January 19, 2021 – Baltimore anti-violence activist Dante (Tater) Barksdale, a former member of the city’s notorious West Baltimore drug empire chronicled in the acclaimed HBO television show The Wire turned beloved community leader, was shot to death in the Douglass Homes projects over the weekend.
The 46-year old Barksdale has been the face of the city’s Safe Streets program since the 2000s. His uncle was legendary Baltimore gangland figure Nate (Bodie) Barksdale, who died of natural causes behind bars in 2016 at age 54.
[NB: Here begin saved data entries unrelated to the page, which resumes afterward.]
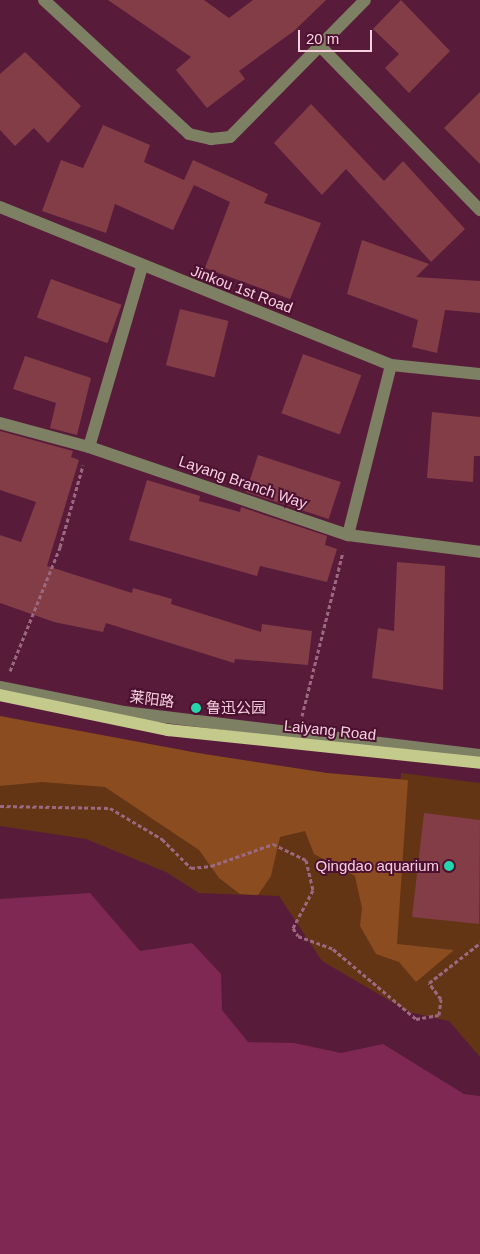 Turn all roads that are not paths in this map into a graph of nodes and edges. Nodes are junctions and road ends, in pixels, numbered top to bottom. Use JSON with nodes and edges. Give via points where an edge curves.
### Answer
{"nodes":[{"id":1,"x":44,"y":0,"type":"edge"},
{"id":2,"x":365,"y":0,"type":"edge"},
{"id":3,"x":319,"y":45,"type":"junction"},
{"id":4,"x":0,"y":207,"type":"edge"},
{"id":5,"x":480,"y":210,"type":"edge"},
{"id":6,"x":142,"y":267,"type":"junction"},
{"id":7,"x":391,"y":365,"type":"junction"},
{"id":8,"x":480,"y":374,"type":"edge"},
{"id":9,"x":0,"y":423,"type":"edge"},
{"id":10,"x":89,"y":447,"type":"junction"},
{"id":11,"x":348,"y":535,"type":"junction"},
{"id":12,"x":480,"y":552,"type":"edge"},
{"id":13,"x":1,"y":690,"type":"edge"},
{"id":14,"x":480,"y":756,"type":"edge"},
{"id":15,"x":480,"y":762,"type":"edge"}],
"edges":[{"from":1,"to":3,"type":"street","via":[[189,134],[211,139],[230,137]]},
{"from":2,"to":3,"type":"street"},
{"from":3,"to":5,"type":"street"},
{"from":4,"to":6,"type":"street","name":"Jinkou 1st Road"},
{"from":6,"to":7,"type":"street","name":"Jinkou 1st Road"},
{"from":6,"to":10,"type":"street"},
{"from":7,"to":8,"type":"street","name":"Jinkou 1st Road"},
{"from":7,"to":11,"type":"street"},
{"from":9,"to":10,"type":"street","name":"Layang Branch Way"},
{"from":10,"to":11,"type":"street","name":"Layang Branch Way"},
{"from":11,"to":12,"type":"street","name":"Layang Branch Way"},
{"from":13,"to":14,"type":"street","name":"莱阳路","via":[[124,712]]},
{"from":13,"to":15,"type":"main road","name":"Laiyang Road","via":[[168,730]]}]}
Tater Barksdale was the Safe Streets program’s Outreach Coordinator. Safe Streets is a community-policing program and anti-violence and gang-intervention platform. He had worked for Safe Streets in one capacity or another since 2008. In 2019, he penned a memoir titled Growing Up Barksdale: A True Baltimore Story.
Bodie Barksdale inspired two characters on The Wire (2002-2008), an under-the-radar smash and critical darling that dove into the world of narcotics trafficking and police and political corruption in Baltimore. He was a suspect in multiple drug-related homicides while working as West Baltimore kingpin “Little Melvin” Williams’ No. 1 enforcer in the 1980s.
The Wire’s “bad guy” for the first three seasons was slick and ruthless drug boss Avon Barksdale, a composite of Little Melvin Williams and Bodie Barksdale. One of Avon Barksdale’s fictional lieutenants was a character named Preston (Bodie) Broatus in honor of Bodie Barksdale.
According to DEA records, Barksdale murdered his mentor and Williams’ rival, Frank Harper, before joining forces with Little Melvin and going on to takeover the city’s dope trade. Barksdale was acquitted at trial of killing Harper in 1982.
Barksdale’s reign of terror in West Baltimore finally came to a conclusion in 1986 when he was convicted of torturing three enemies (two men and woman he thought were sent to kill him) in an apartment at the Murphy Homes projects and received a 15-year state-prison sentence. Barksdale’s partner in crime and sidekick, Roland (Ronnie Mo) Bell, also had a character inspired by him appear on The Wire.
Bodie Barksdale came out of prison in 2000 and became an anti-gang counselor in his old neighborhood. An addiction to drugs eventually led him back to the streets though and in 2014 he was ensnared in a federal drug probe involving members of the Black Guerilla Family prion gang and sent back to the pen. Little Melvin Williams died of cancer in 2015 after getting the chance to appear in The Wire as “Deacon.”